_PROBLEM DESCRIPTION:_ Transcribe each line of the material with no alterations.
START RECORDS
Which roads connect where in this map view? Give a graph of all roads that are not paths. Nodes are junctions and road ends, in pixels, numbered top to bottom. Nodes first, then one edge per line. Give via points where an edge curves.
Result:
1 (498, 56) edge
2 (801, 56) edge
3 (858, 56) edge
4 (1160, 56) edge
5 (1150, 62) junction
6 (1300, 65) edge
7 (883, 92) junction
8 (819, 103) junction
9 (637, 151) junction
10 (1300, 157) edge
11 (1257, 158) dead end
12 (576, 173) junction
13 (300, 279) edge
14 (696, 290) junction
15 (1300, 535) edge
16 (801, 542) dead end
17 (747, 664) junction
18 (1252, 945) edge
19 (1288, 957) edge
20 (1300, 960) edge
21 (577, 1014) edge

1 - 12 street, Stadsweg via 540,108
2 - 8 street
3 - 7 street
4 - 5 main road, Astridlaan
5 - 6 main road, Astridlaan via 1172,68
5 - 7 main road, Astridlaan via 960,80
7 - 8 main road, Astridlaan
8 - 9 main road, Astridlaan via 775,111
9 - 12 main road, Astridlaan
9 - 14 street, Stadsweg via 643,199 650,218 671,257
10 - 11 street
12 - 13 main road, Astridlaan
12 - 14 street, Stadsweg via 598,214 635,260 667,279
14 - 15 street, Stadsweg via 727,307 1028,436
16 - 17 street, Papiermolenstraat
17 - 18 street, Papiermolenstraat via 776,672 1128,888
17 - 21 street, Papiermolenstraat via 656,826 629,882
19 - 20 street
END RECORDS
_WRITTEN RESPONSE:_
Which roads connect where in this map view? Give a graph of all roads that are not paths. Nodes are junctions and road ends, in pixels, numbered top to bottom. Nodes first, then one edge per line. Give via points where an edge curves.
Result:
1 (498, 56) edge
2 (801, 56) edge
3 (858, 56) edge
4 (1160, 56) edge
5 (1150, 62) junction
6 (1300, 65) edge
7 (883, 92) junction
8 (819, 103) junction
9 (637, 151) junction
10 (1300, 157) edge
11 (1257, 158) dead end
12 (576, 173) junction
13 (300, 279) edge
14 (696, 290) junction
15 (1300, 535) edge
16 (801, 542) dead end
17 (747, 664) junction
18 (1252, 945) edge
19 (1288, 957) edge
20 (1300, 960) edge
21 (577, 1014) edge

1 - 12 street, Stadsweg via 540,108
2 - 8 street
3 - 7 street
4 - 5 main road, Astridlaan
5 - 6 main road, Astridlaan via 1172,68
5 - 7 main road, Astridlaan via 960,80
7 - 8 main road, Astridlaan
8 - 9 main road, Astridlaan via 775,111
9 - 12 main road, Astridlaan
9 - 14 street, Stadsweg via 643,199 650,218 671,257
10 - 11 street
12 - 13 main road, Astridlaan
12 - 14 street, Stadsweg via 598,214 635,260 667,279
14 - 15 street, Stadsweg via 727,307 1028,436
16 - 17 street, Papiermolenstraat
17 - 18 street, Papiermolenstraat via 776,672 1128,888
17 - 21 street, Papiermolenstraat via 656,826 629,882
19 - 20 street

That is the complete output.